Les détails du nouveau plan d’économies gouvernemental pour la fonction publique

Image d'illustration. Le budget de la justice.ADN
Découvrez les détails choquants cachés dans le nouveau plan d'économies du gouvernement concernant la fonction publique - une révélation qui pourrait changer votre perception du service public!
Tl;dr
- Le gouvernement prévoit des mesures d’économies pour la fonction publique en 2025.
- Le point d’indice sera gelé et l’indemnisation des arrêts maladies réduite.
- La prime Gipa ne sera pas versée en 2025.

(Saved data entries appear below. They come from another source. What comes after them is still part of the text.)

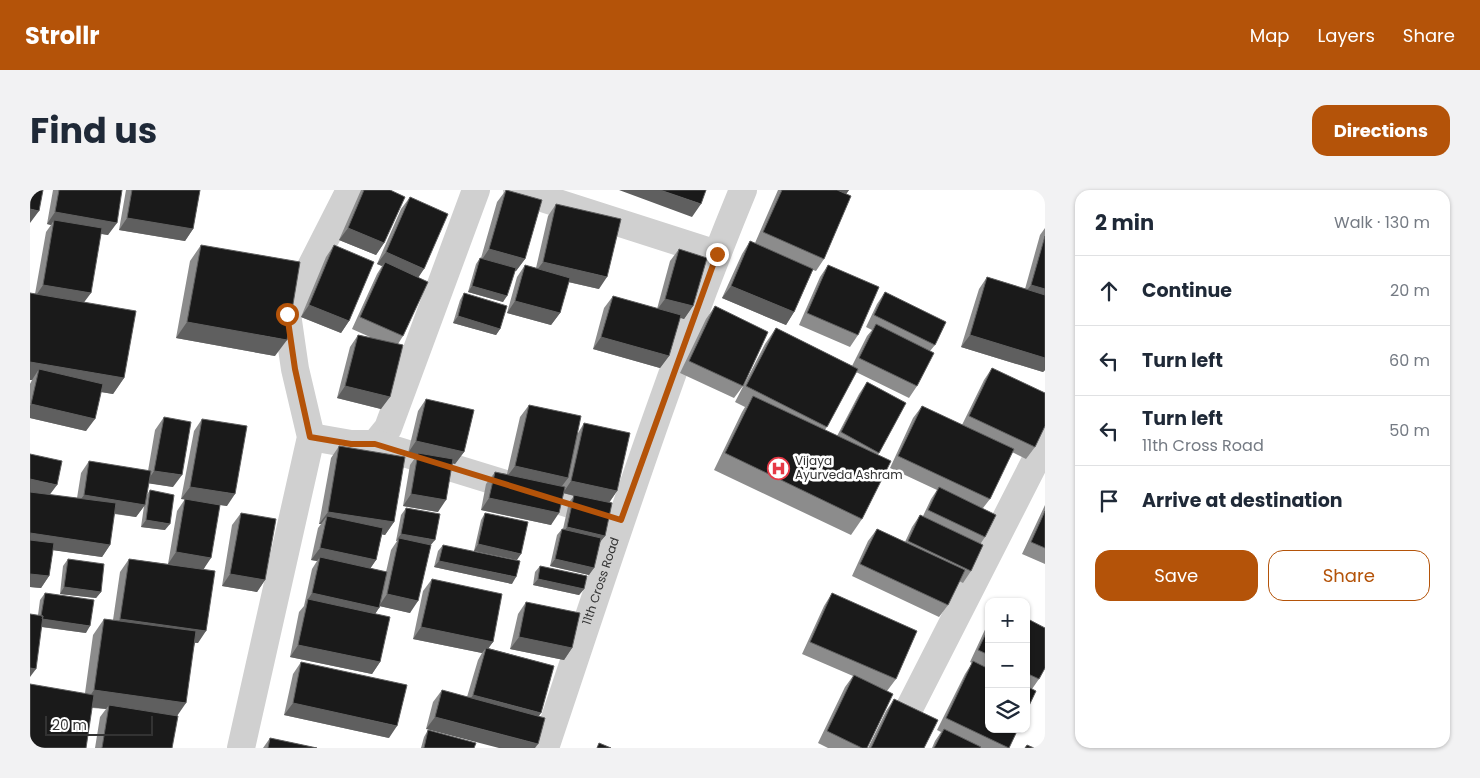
<!DOCTYPE html>
<meta charset="utf-8">
<style>
body{margin:0;font-family:Poppins,sans-serif;background:#f2f2f3;color:#1f2937}
.controls{position:absolute;right:15px;bottom:15px;display:grid;overflow:hidden;border-radius:10px;box-shadow:0 1px 4px #0004}
.controls button{width:45px;height:45px;display:grid;place-items:center;padding:0;border:0;border-bottom:1px solid #e0e1e3;background:#fff;color:#1f2937;font:25px sans-serif}
.scale{position:absolute;left:15px;bottom:12px;width:108px;box-sizing:border-box;padding-left:5px;border:2px solid #333;border-top:0;font-size:14px;line-height:18px;white-space:nowrap;color:#333;-webkit-text-stroke:4px #fff;paint-order:stroke}
.stop{position:absolute;width:15px;height:15px;margin:-11px;border:4px solid #b45309;border-radius:50%;background:#fff}
.stop.end{background:#b45309;border-color:#fff;box-shadow:0 1px 5px #0008}
.list{margin:0;padding:0;list-style:none}
h2{display:flex;justify-content:space-between;align-items:center;height:65px;margin:0;padding:0 20px;font-size:21px}
h2 small{font-size:16px;font-weight:400;color:#747a83}
.list li{display:grid;grid-template-columns:32px 1fr auto;gap:15px;align-items:center;box-sizing:border-box;height:70px;padding:0 20px;border-top:1px solid #e0e1e3}
.list b{display:block;font-size:19px;white-space:nowrap}
.list p{margin:0;font-size:16px;white-space:nowrap;color:#747a83}
.list em{font-size:16px;font-style:normal;color:#747a83}
.actions{display:flex;gap:10px;padding:15px 20px}
.actions a{flex:1;padding:11px 0;border:1px solid #b45309;border-radius:15px;text-align:center;font-size:18px;color:#b45309}
.actions .main{background:#b45309;color:#fff}
.icon{flex:none;width:28px;height:28px;fill:none;stroke:currentColor;stroke-width:2;stroke-linecap:round;stroke-linejoin:round}
.map{position:relative;flex:none;width:1015px;height:558px;overflow:hidden;border-radius:15px}
header{display:flex;align-items:center;gap:30px;box-sizing:border-box;height:70px;padding:0 25px;background:#b45309;color:#fff}
header strong{font-size:24px}
nav{display:flex;gap:28px;margin-inline-start:auto;font-size:18px}
.intro{display:flex;align-items:center;justify-content:space-between;box-sizing:border-box;height:120px;padding:0 30px}
h1{margin:0;font-size:35px}
.button{padding:12px 22px;border-radius:15px;background:#b45309;color:#fff;font-size:18px;font-weight:700}
main{display:flex;gap:30px;padding:0 30px}
aside{flex:1;background:#fff;border-radius:15px;box-shadow:0 1px 4px #0004}
.map>svg:first-child{display:block}
.lines{fill:none;stroke-linecap:round;stroke-linejoin:round}
.minor{stroke:#d0d0d0;stroke-width:28}
.wall{fill:#8c8c8c}
.shaded-wall{fill:#5f5f5f}
.building{fill:#1a1a1a;stroke:#5f5f5f}
.route{stroke:#b45309;stroke-width:6}
.labels{text-anchor:middle;stroke-width:5;stroke-linejoin:round;paint-order:stroke}
.poi-label{font-size:12px;fill:#333;stroke:#fff;text-anchor:start}
.street-label{font-size:12px;fill:#333;stroke:#fff}
</style>
<header>
<strong>Strollr</strong>
<nav><a>Map</a><a>Layers</a><a>Share</a></nav>
</header>
<div class="intro"><h1>Find us</h1><a class="button">Directions</a></div>
<main>
<div class="map">
<svg width="1015" height="558" viewBox="0 0 1015 558">
<rect width="100%" height="100%" fill="#fff"/>
<g class="lines">
<!-- minor -->
<g class="minor">
<path d="M 487,0 L 687,64"/>
<path d="M 281,247 L 321,254 L 345,254 L 358,238 L 446,0"/>
<path d="M 345,254 L 576,325"/>
<path d="M 211,558 L 281,247 L 265,179 L 257,124 L 320,0"/>
<path id="s1" d="M 515,558 C 578,371 638,182 713,0"/>
<path d="M 859,558 L 1015,252"/>
</g>
</g>
<!-- wall -->
<path class="wall" d="M 23,0 L 92,0 L 78,45 L 71,44 L 54,112 L 94,188 L 83,204 L 71,202 L 56,241 L 0,228 L 0,194 L 2,190 L 0,190 L 5,104 L 16,42 L 21,35 L 17,34 Z
M 96,0 L 170,0 L 163,39 L 155,51 L 89,40 Z
M 331,0 L 360,0 L 354,53 L 346,65 L 309,50 Z
M 476,0 L 495,69 L 486,81 L 485,80 L 473,112 L 438,102 L 446,74 L 450,68 L 451,68 L 467,12 Z
M 748,0 L 819,0 L 816,4 L 794,69 L 786,81 L 783,80 L 764,122 L 756,135 L 692,108 L 712,64 L 720,51 L 725,53 Z
M 380,7 L 388,87 L 373,146 L 368,154 L 351,219 L 307,208 L 320,157 L 328,145 L 340,147 L 322,139 L 347,84 L 352,76 L 347,74 L 371,19 Z
M 526,14 L 569,99 L 538,92 L 530,123 L 521,135 L 477,123 L 487,87 L 495,75 L 506,78 L 518,26 Z
M 1015,38 L 1015,180 L 1013,182 L 931,157 L 949,99 L 957,87 L 995,99 L 1010,45 Z
M 171,55 L 245,166 L 146,148 L 160,71 Z
M 304,55 L 319,131 L 311,143 L 271,127 L 296,67 Z
M 649,59 L 663,116 L 654,129 L 650,127 L 639,166 L 630,178 L 563,159 L 574,118 L 583,106 L 627,119 L 640,71 Z
M 798,75 L 828,145 L 820,157 L 769,135 L 790,87 Z
M 855,102 L 905,155 L 900,161 L 887,196 L 879,208 L 826,182 L 795,240 L 807,246 L 829,204 L 837,192 L 849,263 L 848,265 L 832,329 L 821,345 L 684,280 L 712,222 L 715,217 L 705,212 L 735,154 L 746,138 L 822,176 L 837,146 L 842,140 L 836,137 L 847,114 Z
M 434,103 L 470,139 L 466,145 L 423,133 L 430,110 Z
M 685,116 L 713,196 L 704,208 L 650,183 L 676,129 Z
M 962,178 L 1005,257 L 996,269 L 982,262 L 960,309 L 953,318 L 955,347 L 951,353 L 941,381 L 933,393 L 929,391 L 918,415 L 909,427 L 822,386 L 838,351 L 847,339 L 875,352 L 882,337 L 890,325 L 893,326 L 901,309 L 907,300 L 860,278 L 883,228 L 892,216 L 932,235 L 954,190 Z
M 396,209 L 434,262 L 425,274 L 423,273 L 408,322 L 373,316 L 380,275 L 387,265 L 378,263 L 388,221 Z
M 499,215 L 548,243 L 554,233 L 587,301 L 579,313 L 575,346 L 570,352 L 559,385 L 520,376 L 527,345 L 532,339 L 533,339 L 539,312 L 544,306 L 533,303 L 521,335 L 451,320 L 456,294 L 465,282 L 477,284 L 490,227 Z
M 134,227 L 143,297 L 119,293 L 116,306 L 120,300 L 135,340 L 111,337 L 114,316 L 106,327 L 84,324 L 80,355 L 72,367 L 23,360 L 19,386 L 11,398 L 0,397 L 0,264 L 20,305 L 47,308 L 51,283 L 59,271 L 118,281 L 125,240 Z
M 172,229 L 197,316 L 190,315 L 174,379 L 168,453 L 165,453 L 147,526 L 142,558 L 65,558 L 70,527 L 76,519 L 62,518 L 55,503 L 63,445 L 74,429 L 83,430 L 90,382 L 99,369 L 138,374 L 147,321 L 155,309 L 151,309 L 164,241 Z
M 309,256 L 364,332 L 355,345 L 352,344 L 346,370 L 340,378 L 356,382 L 361,360 L 367,351 L 366,351 L 371,325 L 376,318 L 400,356 L 380,423 L 350,416 L 345,424 L 350,472 L 342,484 L 260,467 L 269,422 L 274,416 L 282,379 L 287,371 L 281,370 L 288,338 L 291,334 L 289,334 L 301,268 Z
M 1015,315 L 1015,374 L 992,364 Z
M 211,323 L 235,390 L 227,402 L 192,396 L 202,335 Z
M 455,323 L 487,370 L 444,361 L 451,330 Z
M 413,355 L 482,394 L 404,377 L 408,361 Z
M 38,369 L 71,402 L 66,408 L 30,404 L 33,376 Z
M 510,376 L 554,399 L 549,405 L 503,395 L 505,382 Z
M 402,389 L 463,452 L 458,458 L 524,476 L 396,539 L 403,512 L 412,500 L 437,507 L 448,470 L 452,463 L 383,449 L 393,401 Z
M 15,403 L 56,443 L 11,437 L 8,425 L 10,410 Z
M 802,403 L 866,489 L 857,501 L 837,558 L 798,558 L 788,553 L 815,497 L 823,486 L 772,464 L 794,416 Z
M 496,412 L 542,458 L 534,470 L 480,459 L 488,424 Z
M 996,428 L 1009,489 L 1002,499 L 996,522 Z
M 959,431 L 959,539 L 979,558 L 902,558 L 905,551 L 911,542 L 907,540 L 935,484 L 942,473 L 940,472 Z
M 271,472 L 359,548 L 254,525 L 263,484 Z
M 864,509 L 894,558 L 838,558 L 856,521 Z
M 398,540 L 444,558 L 391,558 L 394,547 Z
M 240,548 L 287,558 L 233,558 Z"/>
<!-- shaded-wall -->
<path class="shaded-wall" d="M 589,0 L 630,0 L 671,14 L 662,27 Z
M 790,0 L 819,0 L 812,10 Z
M 0,19 L 9,21 L 0,33 Z
M 25,22 L 87,33 L 78,45 L 23,35 L 24,30 L 21,35 L 17,34 Z
M 97,28 L 163,39 L 155,51 L 89,40 Z
M 318,38 L 354,53 L 346,65 L 309,50 Z
M 459,59 L 495,69 L 486,81 L 451,71 Z
M 356,62 L 394,79 L 386,91 L 355,72 L 352,76 L 347,74 Z
M 513,72 L 577,87 L 569,99 L 504,84 Z
M 13,95 L 61,103 L 52,115 L 5,107 Z
M 1001,95 L 1015,99 L 1015,114 L 992,107 Z
M 442,96 L 477,106 L 473,112 L 438,102 Z
M 701,96 L 764,122 L 756,135 L 692,108 Z
M 635,109 L 663,116 L 654,129 L 626,121 Z
M 485,111 L 530,123 L 521,135 L 477,123 Z
M 279,115 L 319,131 L 311,143 L 271,127 Z
M 428,126 L 470,139 L 466,145 L 423,133 Z
M 157,132 L 257,150 L 245,166 L 146,148 Z
M 940,145 L 1015,168 L 1015,180 L 1013,182 L 931,157 Z
M 571,147 L 639,166 L 630,178 L 563,159 Z
M 0,172 L 94,188 L 83,204 L 6,191 L 9,179 L 2,190 L 0,190 Z
M 315,196 L 360,207 L 351,219 L 307,208 Z
M 1,214 L 65,229 L 56,241 L 0,228 L 0,216 Z
M 386,251 L 434,262 L 425,274 L 388,265 L 388,263 L 387,265 L 378,263 Z
M 485,276 L 538,288 L 529,300 L 476,288 Z
M 124,281 L 152,285 L 143,297 L 116,293 Z
M 0,289 L 27,295 L 18,307 L 0,303 Z
M 541,291 L 587,301 L 578,314 L 533,303 Z
M 160,297 L 205,304 L 197,316 L 151,309 Z
M 381,304 L 416,310 L 408,322 L 373,316 Z
M 54,305 L 115,315 L 106,327 L 45,317 Z
M 459,308 L 529,323 L 521,335 L 451,320 Z
M 298,322 L 364,332 L 355,345 L 295,335 L 297,326 L 291,334 L 289,334 Z
M 116,330 L 140,334 L 135,340 L 111,337 Z
M 537,337 L 575,346 L 570,352 L 532,344 Z
M 0,343 L 80,355 L 72,367 L 0,357 Z
M 371,344 L 405,350 L 400,356 L 369,348 L 366,351 Z
M 448,354 L 491,364 L 487,370 L 444,361 Z
M 290,358 L 346,370 L 338,382 L 290,367 L 287,371 L 281,370 Z
M 146,362 L 181,368 L 173,380 L 138,374 Z
M 525,369 L 564,378 L 559,385 L 520,376 Z
M 409,371 L 486,387 L 482,394 L 404,377 Z
M 0,384 L 19,386 L 11,398 L 0,397 Z
M 200,384 L 235,390 L 227,402 L 192,396 Z
M 508,389 L 554,399 L 549,405 L 503,395 Z
M 34,397 L 71,402 L 66,408 L 30,404 Z
M 282,403 L 349,418 L 341,430 L 278,409 L 274,416 Z
M 357,404 L 388,411 L 380,423 L 349,416 Z
M 11,429 L 60,436 L 56,443 L 6,436 Z
M 90,429 L 176,441 L 168,453 L 82,441 Z
M 391,437 L 463,452 L 455,463 L 456,458 L 452,463 L 383,449 Z
M 489,447 L 542,458 L 534,470 L 480,459 Z
M 268,455 L 350,472 L 342,484 L 260,467 Z
M 0,478 L 6,479 L 0,487 Z
M 64,500 L 156,513 L 145,529 L 79,515 L 76,519 L 53,516 Z
M 443,505 L 511,523 L 503,535 L 434,517 Z
M 263,513 L 367,536 L 359,548 L 254,525 Z
M 405,527 L 508,554 L 505,558 L 469,558 L 396,539 Z"/>
<!-- building -->
<path class="building" d="M 0,0 L 13,0 L 9,21 L 0,19 Z
M 29,0 L 92,0 L 87,33 L 25,22 Z
M 102,0 L 170,0 L 163,39 L 97,28 Z
M 334,0 L 360,0 L 375,7 L 354,53 L 318,38 Z
M 476,0 L 512,10 L 495,69 L 459,59 Z
M 630,0 L 676,0 L 671,14 Z
M 752,0 L 807,0 L 821,6 L 794,69 L 733,42 Z
M 380,7 L 418,24 L 394,79 L 356,62 Z
M 526,14 L 591,29 L 577,87 L 513,72 Z
M 24,30 L 72,38 L 61,103 L 13,95 Z
M 1015,46 L 1015,99 L 1001,95 Z
M 720,51 L 783,79 L 764,122 L 701,96 Z
M 171,55 L 270,72 L 257,150 L 157,132 Z
M 304,55 L 344,72 L 319,131 L 279,115 Z
M 649,59 L 677,68 L 663,116 L 635,109 Z
M 450,68 L 486,78 L 477,106 L 442,96 Z
M 355,72 L 398,92 L 373,146 L 330,127 Z
M 495,75 L 540,88 L 530,123 L 485,111 Z
M 798,75 L 849,97 L 828,145 L 777,123 Z
M 957,87 L 1015,105 L 1015,168 L 940,145 Z
M 855,102 L 916,132 L 905,155 L 844,125 Z
M 0,103 L 106,121 L 94,188 L 0,172 Z
M 434,103 L 477,116 L 470,139 L 428,126 Z
M 583,106 L 651,125 L 639,166 L 571,147 Z
M 685,116 L 738,142 L 713,196 L 659,171 Z
M 846,134 L 904,163 L 887,196 L 829,168 Z
M 746,138 L 828,179 L 797,237 L 716,196 Z
M 328,145 L 373,155 L 360,207 L 315,196 Z
M 962,178 L 1015,203 L 1015,236 L 1005,257 L 939,226 Z
M 9,179 L 73,194 L 65,229 L 1,214 Z
M 837,192 L 876,213 L 849,263 L 811,242 Z
M 723,206 L 861,271 L 832,329 L 695,263 Z
M 396,209 L 444,220 L 434,262 L 386,251 Z
M 499,215 L 551,226 L 538,288 L 485,276 Z
M 892,216 L 984,259 L 960,309 L 868,266 Z
M 134,227 L 161,232 L 152,285 L 124,281 Z
M 172,229 L 217,236 L 205,304 L 160,297 Z
M 554,233 L 600,243 L 587,301 L 541,291 Z
M 309,256 L 375,267 L 364,332 L 298,322 Z
M 388,263 L 423,269 L 416,310 L 381,304 Z
M 0,264 L 32,271 L 27,295 L 0,289 Z
M 59,271 L 121,281 L 115,315 L 54,305 Z
M 465,282 L 535,297 L 529,323 L 459,308 Z
M 909,297 L 966,325 L 955,347 L 898,320 Z
M 120,300 L 144,305 L 140,334 L 116,330 Z
M 0,302 L 86,313 L 80,355 L 0,343 Z
M 544,305 L 582,313 L 575,346 L 537,337 Z
M 155,309 L 190,315 L 181,368 L 146,362 Z
M 376,318 L 410,324 L 405,350 L 371,344 Z
M 1015,321 L 1015,358 L 1001,352 Z
M 211,323 L 246,329 L 235,390 L 200,384 Z
M 455,323 L 498,332 L 491,364 L 448,354 Z
M 890,325 L 953,355 L 941,381 L 878,351 Z
M 297,326 L 353,338 L 346,370 L 290,358 Z
M 532,339 L 571,348 L 564,378 L 525,369 Z
M 847,339 L 935,380 L 918,415 L 830,374 Z
M 369,348 L 401,355 L 388,411 L 357,404 Z
M 0,350 L 24,353 L 19,386 L 0,384 Z
M 413,355 L 490,371 L 486,387 L 409,371 Z
M 290,367 L 357,382 L 349,418 L 282,403 Z
M 38,369 L 74,374 L 71,402 L 34,397 Z
M 99,369 L 185,381 L 176,441 L 90,429 Z
M 510,376 L 557,386 L 554,399 L 508,389 Z
M 402,389 L 472,404 L 463,452 L 391,437 Z
M 15,403 L 64,410 L 60,436 L 12,429 L 13,426 L 11,426 Z
M 802,403 L 887,441 L 866,489 L 780,452 Z
M 278,409 L 360,427 L 350,472 L 268,455 Z
M 496,412 L 550,423 L 542,458 L 489,447 Z
M 0,424 L 13,426 L 6,479 L 0,478 Z
M 996,428 L 1015,438 L 1015,478 L 1009,489 L 996,483 Z
M 74,429 L 166,441 L 156,513 L 64,500 Z
M 959,437 L 959,465 L 948,460 Z
M 456,458 L 524,476 L 511,523 L 443,505 Z
M 943,471 L 959,479 L 959,539 L 988,539 L 979,558 L 916,528 Z
M 271,472 L 377,495 L 367,536 L 263,513 Z
M 824,485 L 863,504 L 837,558 L 832,558 L 797,541 Z
M 0,494 L 64,505 L 56,558 L 0,558 Z
M 996,496 L 1006,501 L 996,522 Z
M 412,500 L 515,528 L 508,554 L 405,527 Z
M 864,509 L 908,530 L 894,558 L 841,558 Z
M 79,515 L 148,526 L 142,558 L 72,558 Z
M 914,539 L 951,557 L 950,558 L 904,558 Z
M 398,540 L 446,553 L 444,558 L 394,558 Z
M 240,548 L 287,558 L 238,558 Z
M 569,553 L 581,558 L 567,558 Z
M 997,555 L 1004,558 L 995,558 Z"/>
<g class="lines">
<!-- route -->
<path class="route" d="M 257,124 L 265,179 L 280,247 L 321,254 L 345,254 L 591,330 L 687,64"/>
</g>
<!-- icons -->
<defs>
<symbol id="hospital-ring" viewBox="-11 -11 22 22"><circle r="9.5" fill="#fff" stroke="#e63946" stroke-width="1.5"/><path d="M-5-5h3v3.5h4V-5h3V5h-3V1.5h-4V5h-3Z" fill="#e63946"/></symbol>
</defs>
<g fill-rule="evenodd">
<use href="#hospital-ring" x="736" y="266" width="25" height="25"/>
</g>
<g class="labels">
<!-- poi labels -->
<g class="poi-label">
<text x="765" y="275">Vijaya<tspan x="765" dy="14">Ayurveda Ashram</tspan></text>
</g>
<!-- street labels -->
<g class="street-label">
<text dy="4" stroke="none"><textPath href="#s1" startOffset="176">11th Cross Road</textPath></text>
</g>
</g>
</svg>
<div class="controls">
<button>+</button>
<button>−</button>
<button><svg class="icon" aria-label="layers" viewBox="0 0 24 24"><path d="M12 4l9 5-9 5-9-5zM3 14l9 5 9-5"/></svg></button>
</div>
<div class="scale">20 m</div>
<div class="stop" style="left:257px;top:124px"></div>
<div class="stop end" style="left:687px;top:64px"></div>
</div>
<aside>
<h2>2 min<small>Walk · 130 m</small></h2>
<ul class="list">
<li><svg class="icon" aria-label="ahead" viewBox="0 0 24 24"><path d="M12 20V5M6 11l6-6 6 6"/></svg><div><b>Continue</b></div><em>20 m</em></li>
<li><svg class="icon" aria-label="left" viewBox="0 0 24 24"><path d="M17 20v-9H6M10 6l-5 5 5 5"/></svg><div><b>Turn left</b></div><em>60 m</em></li>
<li><svg class="icon" aria-label="left" viewBox="0 0 24 24"><path d="M17 20v-9H6M10 6l-5 5 5 5"/></svg><div><b>Turn left</b><p>11th Cross Road</p></div><em>50 m</em></li>
<li><svg class="icon" aria-label="arrive" viewBox="0 0 24 24"><path d="M6 21V4h12l-3 4 3 4H6"/></svg><div><b>Arrive at destination</b></div></li>
</ul>
<div class="actions"><a class="main">Save</a><a>Share</a></div>
</aside>
</main>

Des mesures d’économie pour la fonction publique en 2025
Le ministre de la Fonction publique, Laurent Marcangeli, a annoncé ce mercredi que le gouvernement prévoyait des mesures d’économies sur la fonction publique en 2025. Face à des contraintes budgétaires, le point d’indice sera gelé et l’indemnisation des arrêts maladies sera réduite.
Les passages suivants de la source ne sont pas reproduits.